Data shows that 98.5% of addresses received fewer than 100 tokens, while certain addresses obtained as many as 490,000 tokens, raising serious concerns about fairness in distribution.
Many believe the airdrop was designed to create a "wealth illusion"—artificially inflating the token price before dumping for profit, collecting high gas fees, and even locking up portions of tokens, rendering users’ assets illiquid. These practices contradict the original "community-first" ethos and have been criticized as "retail investor harvesting."
In summary, the main grievances in the community rights movement center on three key points:
After the TGE launch, the airdrop window closed too quickly—after a gas war, the claim link went offline, preventing most retail users from claiming their tokens.
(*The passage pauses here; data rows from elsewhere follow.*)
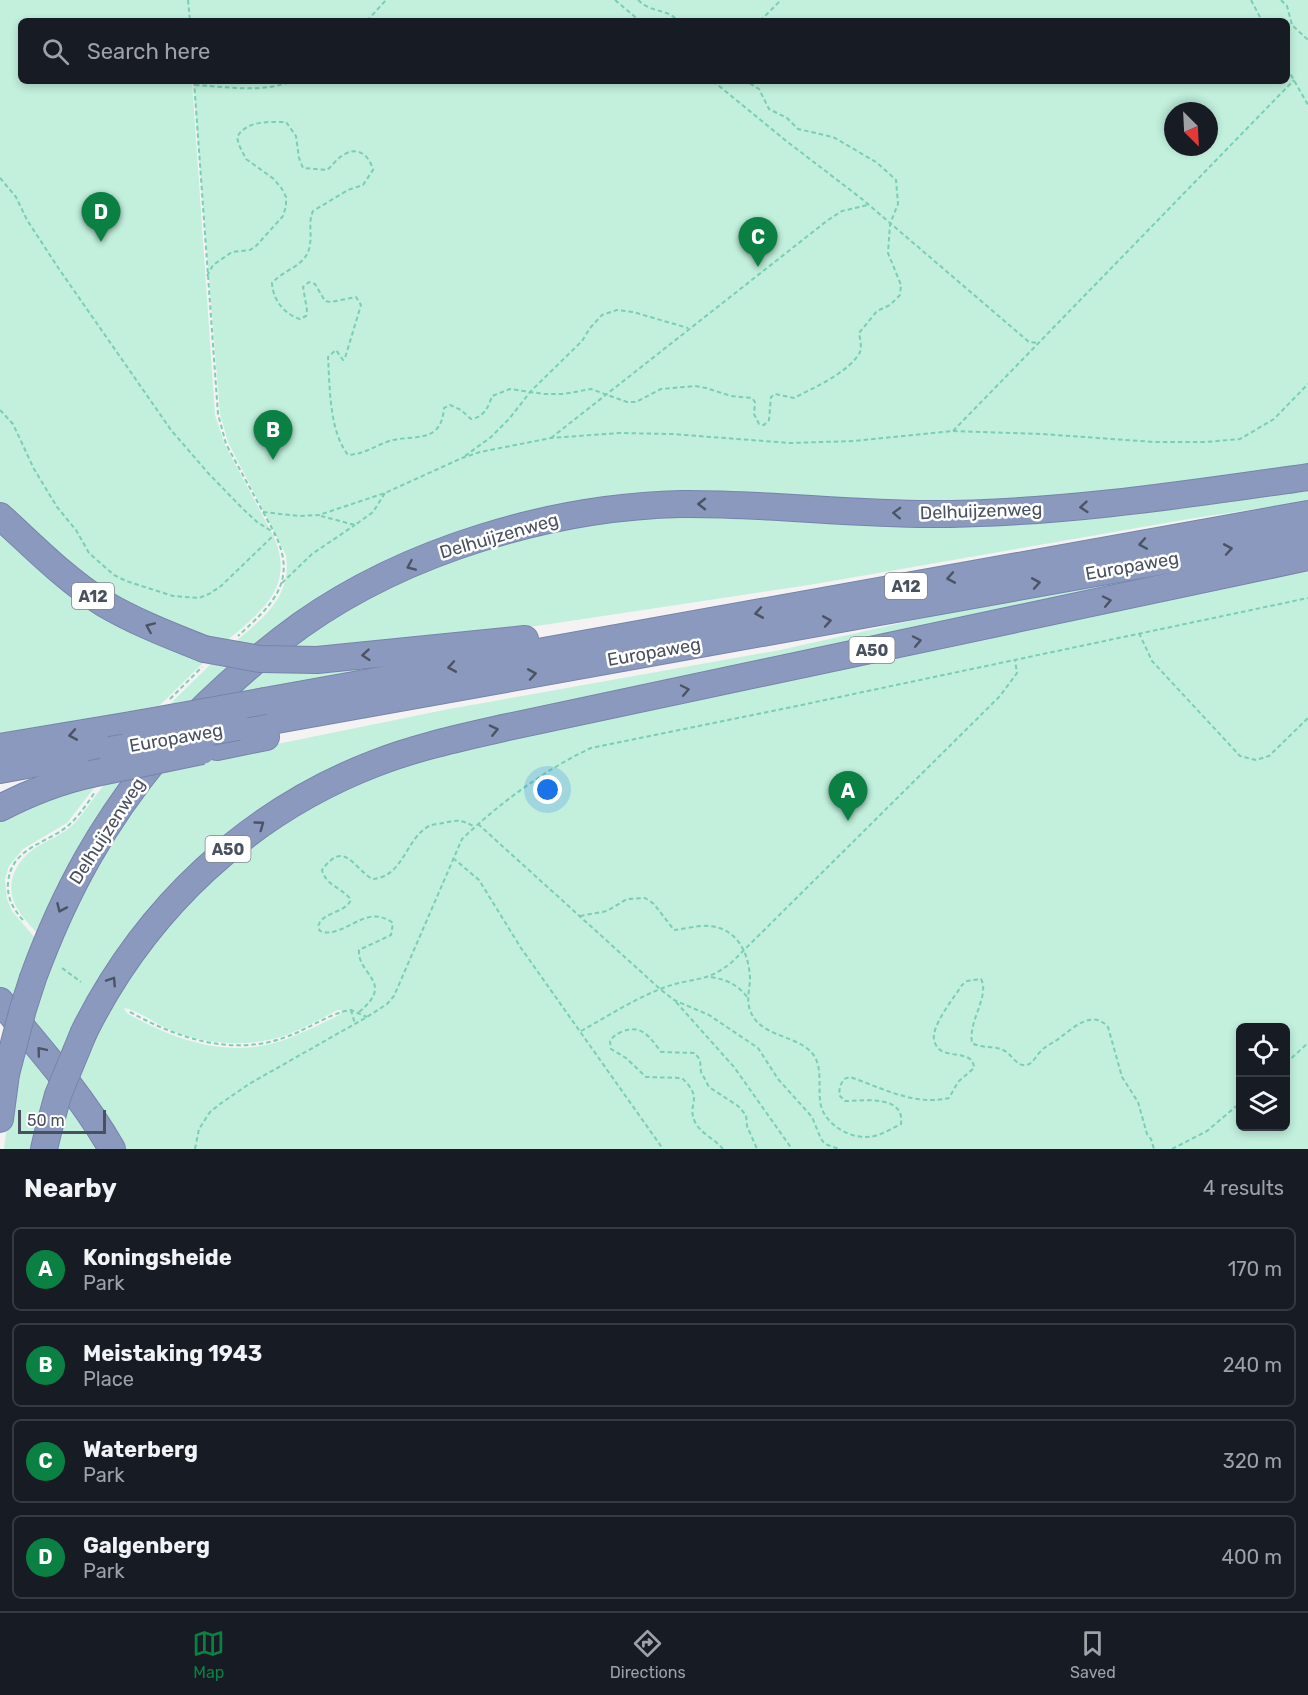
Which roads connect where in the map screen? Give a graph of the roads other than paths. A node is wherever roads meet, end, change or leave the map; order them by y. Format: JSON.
{"nodes":[{"id":1,"x":1308,"y":477,"type":"edge"},
{"id":2,"x":1308,"y":514,"type":"edge"},
{"id":3,"x":0,"y":516,"type":"edge"},
{"id":4,"x":1308,"y":535,"type":"edge"},
{"id":5,"x":1308,"y":557,"type":"edge"},
{"id":6,"x":613,"y":639,"type":"junction"},
{"id":7,"x":392,"y":699,"type":"junction"},
{"id":8,"x":0,"y":747,"type":"edge"},
{"id":9,"x":0,"y":770,"type":"edge"},
{"id":10,"x":0,"y":808,"type":"edge"},
{"id":11,"x":0,"y":1001,"type":"edge"},
{"id":12,"x":0,"y":1119,"type":"edge"},
{"id":13,"x":46,"y":1138,"type":"edge"},
{"id":14,"x":112,"y":1149,"type":"edge"}],
"edges":[{"from":1,"to":12,"type":"highway","name":"Delhuijzenweg","one_way":true,"bridge":true},
{"from":2,"to":6,"type":"highway","name":"Europaweg","number":"A12","one_way":true},
{"from":6,"to":3,"type":"highway","number":"A12","one_way":true,"bridge":true},
{"from":7,"to":4,"type":"highway","name":"Europaweg","number":"A12","one_way":true},
{"from":13,"to":5,"type":"highway","number":"A50","one_way":true,"bridge":true},
{"from":6,"to":8,"type":"highway","name":"Europaweg","number":"A12","one_way":true,"bridge":true},
{"from":7,"to":9,"type":"highway","name":"Europaweg","number":"A12","bridge":true},
{"from":7,"to":10,"type":"highway","number":"A12","bridge":true},
{"from":14,"to":11,"type":"highway","one_way":true}]}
Meanwhile, insiders and exchange users rushed through claims, artificially boosting sentiment and price, while early players offloaded holdings via insider accounts.
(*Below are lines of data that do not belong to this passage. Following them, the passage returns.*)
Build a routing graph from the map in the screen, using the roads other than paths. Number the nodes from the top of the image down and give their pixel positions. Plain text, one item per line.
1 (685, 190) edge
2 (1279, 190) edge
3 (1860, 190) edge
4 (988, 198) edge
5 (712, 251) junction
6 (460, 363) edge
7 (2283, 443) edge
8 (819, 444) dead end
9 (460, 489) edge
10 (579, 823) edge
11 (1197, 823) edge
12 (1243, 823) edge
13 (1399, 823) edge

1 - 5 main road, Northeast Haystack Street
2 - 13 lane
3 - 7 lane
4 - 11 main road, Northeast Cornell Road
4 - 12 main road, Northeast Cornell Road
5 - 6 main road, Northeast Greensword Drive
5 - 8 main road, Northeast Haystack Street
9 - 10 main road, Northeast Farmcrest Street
The project team repeatedly used manipulative rhetoric (PUA) to encourage users to wait for mainnet launch before claiming, continuing to inflate the price while selling large volumes off-market via OTC channels.
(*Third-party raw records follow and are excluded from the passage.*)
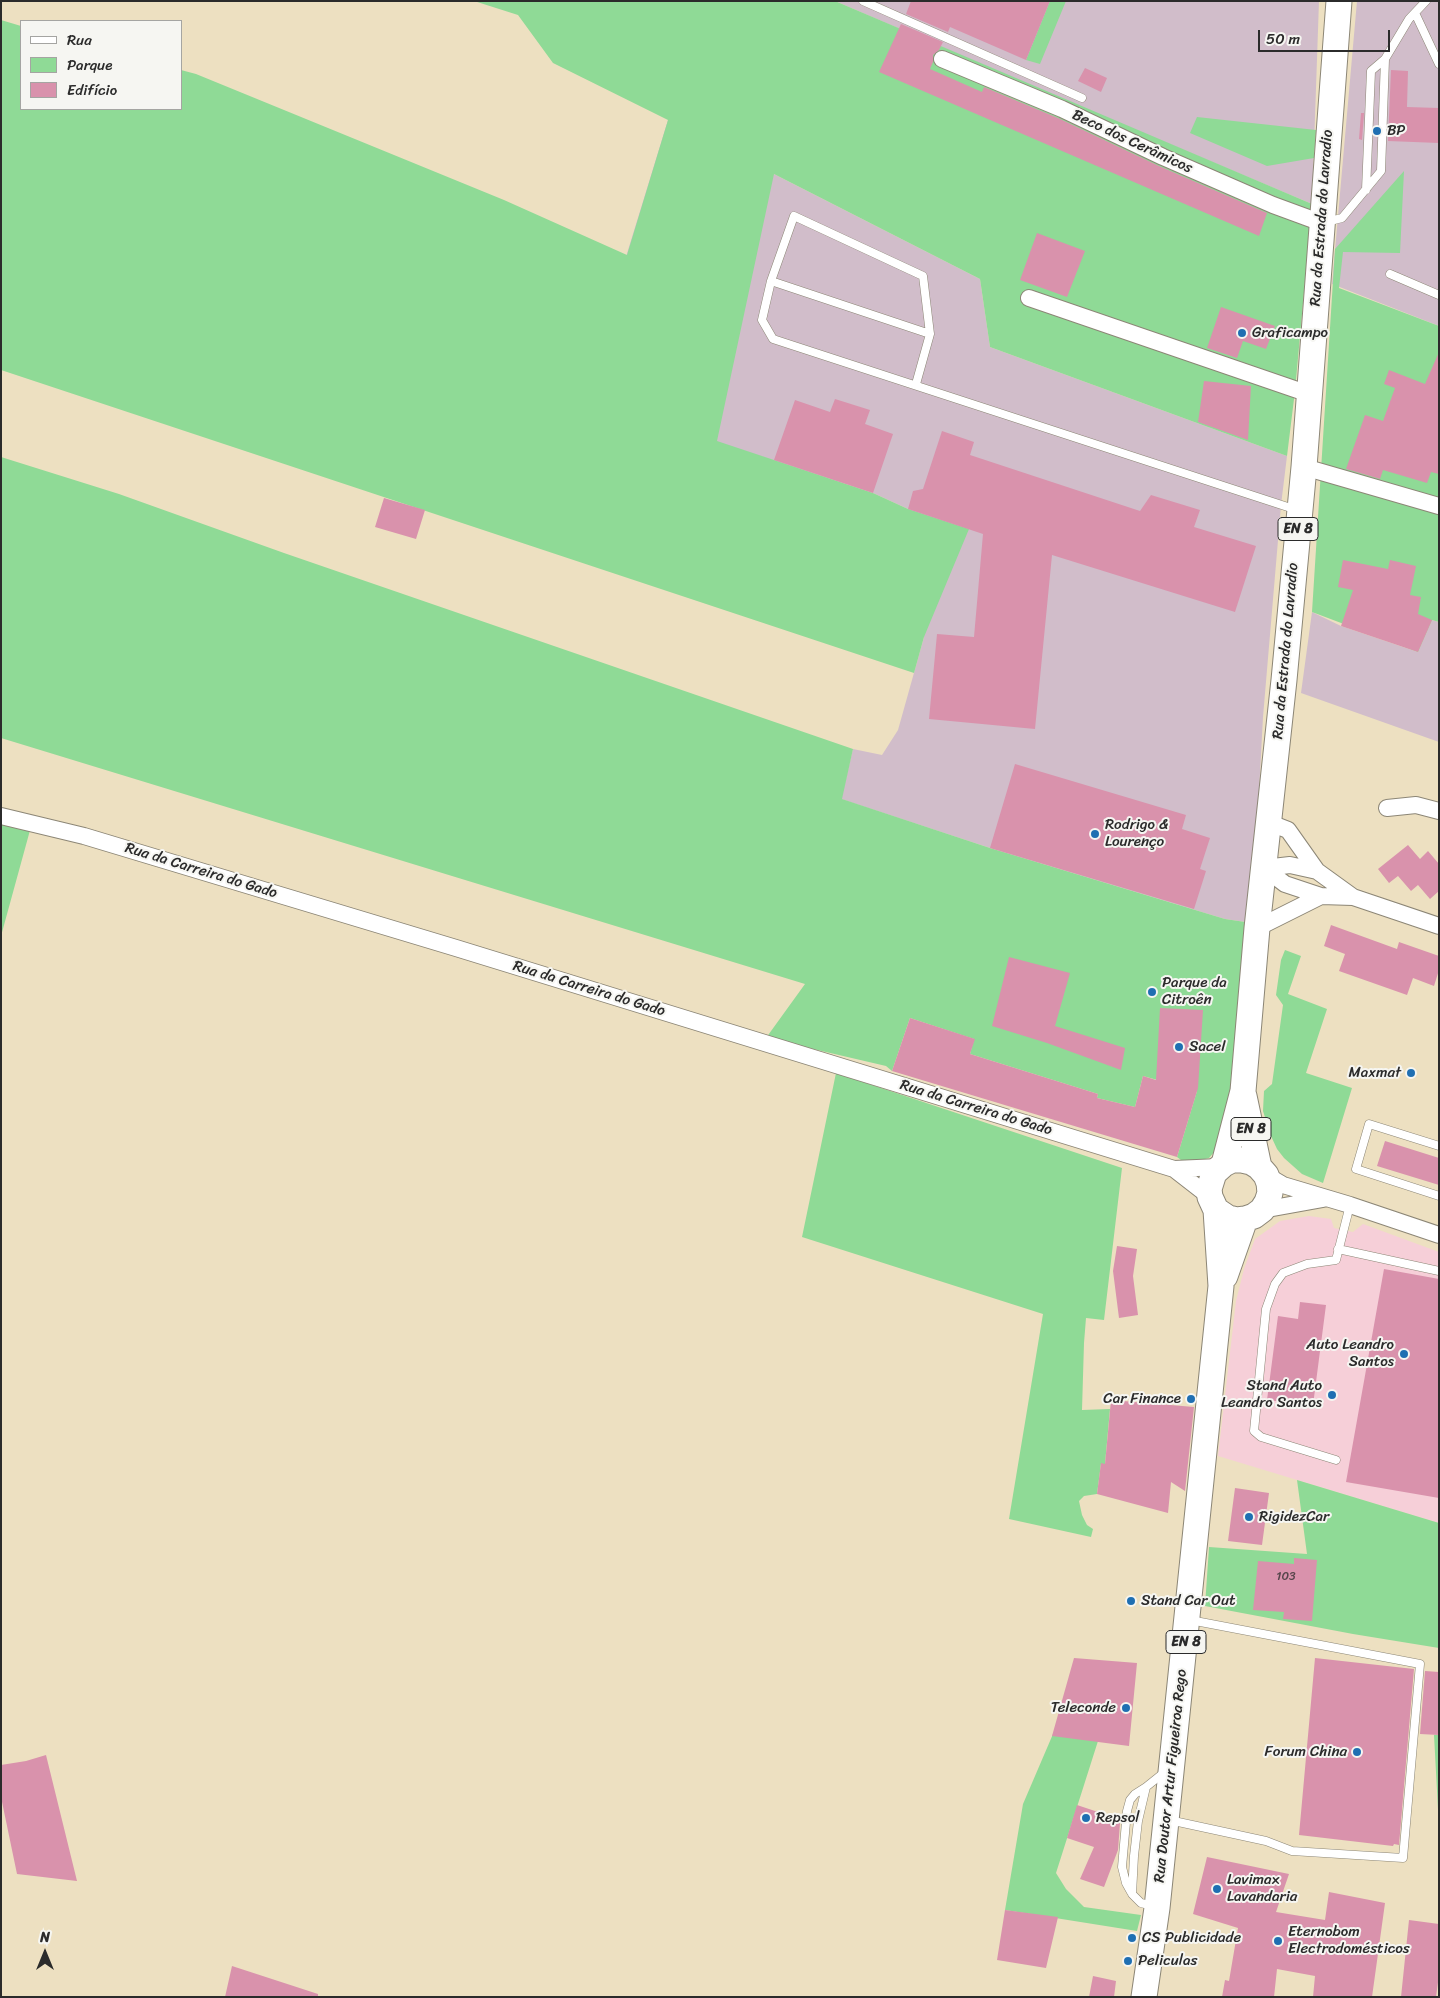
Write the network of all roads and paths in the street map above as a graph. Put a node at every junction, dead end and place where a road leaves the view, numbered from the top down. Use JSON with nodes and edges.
{"nodes":[{"id":1,"x":863,"y":1,"type":"edge"},
{"id":2,"x":1339,"y":1,"type":"edge"},
{"id":3,"x":1426,"y":1,"type":"edge"},
{"id":4,"x":1415,"y":13,"type":"junction"},
{"id":5,"x":942,"y":59,"type":"dead end"},
{"id":6,"x":1385,"y":59,"type":"junction"},
{"id":7,"x":1439,"y":64,"type":"edge"},
{"id":8,"x":1082,"y":98,"type":"dead end"},
{"id":9,"x":1366,"y":190,"type":"junction"},
{"id":10,"x":1322,"y":223,"type":"junction"},
{"id":11,"x":1390,"y":274,"type":"dead end"},
{"id":12,"x":771,"y":281,"type":"junction"},
{"id":13,"x":1439,"y":295,"type":"edge"},
{"id":14,"x":1029,"y":298,"type":"dead end"},
{"id":15,"x":930,"y":334,"type":"junction"},
{"id":16,"x":916,"y":384,"type":"junction"},
{"id":17,"x":1309,"y":394,"type":"junction"},
{"id":18,"x":1304,"y":467,"type":"junction"},
{"id":19,"x":1439,"y":506,"type":"edge"},
{"id":20,"x":1299,"y":511,"type":"junction"},
{"id":21,"x":1388,"y":808,"type":"dead end"},
{"id":22,"x":1439,"y":811,"type":"edge"},
{"id":23,"x":1,"y":816,"type":"edge"},
{"id":24,"x":1270,"y":823,"type":"junction"},
{"id":25,"x":1264,"y":868,"type":"junction"},
{"id":26,"x":1317,"y":871,"type":"junction"},
{"id":27,"x":1321,"y":896,"type":"junction"},
{"id":28,"x":1353,"y":897,"type":"junction"},
{"id":29,"x":1439,"y":926,"type":"edge"},
{"id":30,"x":1257,"y":928,"type":"junction"},
{"id":31,"x":1243,"y":1091,"type":"junction"},
{"id":32,"x":1439,"y":1146,"type":"edge"},
{"id":33,"x":1222,"y":1165,"type":"junction"},
{"id":34,"x":1174,"y":1169,"type":"junction"},
{"id":35,"x":1263,"y":1171,"type":"junction"},
{"id":36,"x":1439,"y":1196,"type":"edge"},
{"id":37,"x":1325,"y":1199,"type":"junction"},
{"id":38,"x":1213,"y":1204,"type":"junction"},
{"id":39,"x":1350,"y":1205,"type":"junction"},
{"id":40,"x":1254,"y":1215,"type":"junction"},
{"id":41,"x":1439,"y":1236,"type":"edge"},
{"id":42,"x":1338,"y":1249,"type":"junction"},
{"id":43,"x":1439,"y":1270,"type":"edge"},
{"id":44,"x":1221,"y":1286,"type":"junction"},
{"id":45,"x":1336,"y":1460,"type":"dead end"},
{"id":46,"x":1188,"y":1619,"type":"junction"},
{"id":47,"x":1173,"y":1764,"type":"junction"},
{"id":48,"x":1146,"y":1787,"type":"junction"},
{"id":49,"x":1167,"y":1820,"type":"junction"},
{"id":50,"x":1132,"y":1894,"type":"junction"},
{"id":51,"x":1158,"y":1908,"type":"junction"},
{"id":52,"x":1144,"y":1997,"type":"edge"}],
"edges":[{"from":1,"to":8,"type":"lane"},
{"from":2,"to":10,"type":"main road","name":"Rua da Estrada do Lavradio","number":"EN 8"},
{"from":3,"to":4,"type":"lane"},
{"from":4,"to":6,"type":"lane"},
{"from":4,"to":7,"type":"lane"},
{"from":5,"to":10,"type":"street","name":"Beco dos Cerâmicos"},
{"from":6,"to":9,"type":"lane"},
{"from":6,"to":9,"type":"lane"},
{"from":9,"to":10,"type":"lane"},
{"from":10,"to":17,"type":"main road","name":"Rua da Estrada do Lavradio","number":"EN 8"},
{"from":11,"to":13,"type":"lane"},
{"from":12,"to":15,"type":"lane"},
{"from":12,"to":15,"type":"lane"},
{"from":12,"to":16,"type":"lane"},
{"from":14,"to":17,"type":"street"},
{"from":15,"to":16,"type":"lane"},
{"from":16,"to":20,"type":"lane"},
{"from":17,"to":18,"type":"main road","name":"Rua da Estrada do Lavradio","number":"EN 8"},
{"from":18,"to":19,"type":"street"},
{"from":18,"to":20,"type":"main road","name":"Rua da Estrada do Lavradio","number":"EN 8"},
{"from":20,"to":24,"type":"main road","name":"Rua da Estrada do Lavradio","number":"EN 8"},
{"from":21,"to":22,"type":"street"},
{"from":23,"to":34,"type":"street","name":"Rua da Carreira do Gado"},
{"from":24,"to":25,"type":"main road","name":"Rua da Estrada do Lavradio","number":"EN 8"},
{"from":24,"to":26,"type":"street"},
{"from":25,"to":26,"type":"street"},
{"from":25,"to":27,"type":"street"},
{"from":25,"to":30,"type":"main road","name":"Rua da Estrada do Lavradio","number":"EN 8"},
{"from":26,"to":28,"type":"street"},
{"from":27,"to":28,"type":"street"},
{"from":27,"to":30,"type":"street"},
{"from":28,"to":29,"type":"street"},
{"from":30,"to":31,"type":"main road","name":"Rua da Estrada do Lavradio","number":"EN 8"},
{"from":31,"to":33,"type":"main road","name":"Rua da Estrada do Lavradio","number":"EN 8"},
{"from":31,"to":35,"type":"main road","name":"Rua da Estrada do Lavradio","number":"EN 8"},
{"from":32,"to":36,"type":"lane"},
{"from":33,"to":34,"type":"street"},
{"from":33,"to":35,"type":"main road","number":"EN 8"},
{"from":33,"to":38,"type":"main road","name":"Rua Doutor Artur Figueiroa Rego","number":"EN 8"},
{"from":34,"to":38,"type":"street"},
{"from":35,"to":37,"type":"street"},
{"from":35,"to":40,"type":"main road","name":"Rua Doutor Artur Figueiroa Rego","number":"EN 8"},
{"from":37,"to":39,"type":"street"},
{"from":37,"to":40,"type":"street"},
{"from":38,"to":40,"type":"main road"},
{"from":38,"to":44,"type":"main road","name":"Rua Doutor Artur Figueiroa Rego","number":"EN 8"},
{"from":39,"to":41,"type":"street"},
{"from":39,"to":42,"type":"lane"},
{"from":40,"to":44,"type":"main road","name":"Rua Doutor Artur Figueiroa Rego","number":"EN 8"},
{"from":42,"to":43,"type":"lane"},
{"from":42,"to":45,"type":"lane"},
{"from":44,"to":46,"type":"main road","name":"Rua Doutor Artur Figueiroa Rego","number":"EN 8"},
{"from":46,"to":47,"type":"main road","name":"Rua Doutor Artur Figueiroa Rego","number":"EN 8"},
{"from":46,"to":49,"type":"lane"},
{"from":47,"to":48,"type":"lane"},
{"from":47,"to":49,"type":"main road","name":"Rua Doutor Artur Figueiroa Rego","number":"EN 8"},
{"from":48,"to":50,"type":"lane"},
{"from":48,"to":50,"type":"lane"},
{"from":49,"to":51,"type":"main road","name":"Rua Doutor Artur Figueiroa Rego","number":"EN 8"},
{"from":50,"to":51,"type":"lane"},
{"from":51,"to":52,"type":"main road","name":"Rua Doutor Artur Figueiroa Rego","number":"EN 8"}]}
Users who bridged into the Movement mainnet to claim airdrops found they could not bridge assets back out, effectively trapping their funds and making them illiquid.
A Partial Victory for the Community?
Following Binance's termination of its relationship with the market maker, the Movement Network Foundation issued a statement saying it had no prior knowledge of the market maker’s actions. It explained that the collaboration began because the firm had previously supported projects within the Movement ecosystem. The foundation has now severed all ties with the market maker—including ecosystem partnerships—and has contacted other major exchanges to inform them of the ongoing investigation.
Throughout the incident, the Movement Network Foundation has actively cooperated with Binance and committed to using recovered funds from the market maker (MM) to repurchase $MOVE tokens on the open market.
Still Shrouded in Doubt
Although Binance has taken measures against the project team in the MOVE incident, marking a partial win for the community, many uncertainties persist:
For example, last December the project experienced a one-sided dump worth tens of millions of dollars. As a leading exchange, how could Binance possibly have missed this? If it truly was an operational error, why weren’t corrective actions taken immediately, instead of waiting four months to disclose the issue?
From another perspective, if the misconduct was indeed caused by the market maker, why hasn't the project team pursued legal action? And if the market maker bears full responsibility, why hasn't it publicly defended itself or provided any explanation? These unresolved questions demand further investigation and require transparent responses from both inside and outside the industry.
Only when the tide goes out do you see who’s been swimming naked.
While this incident marks a partial victory, the underlying questions remain unanswered. Protecting retail investors and ensuring fairness and transparency in the crypto market continue to be two persistent challenges hanging over Web3. Only by fully uncovering the truth can market trust be restored and the ideals of Web3 cease to be empty words.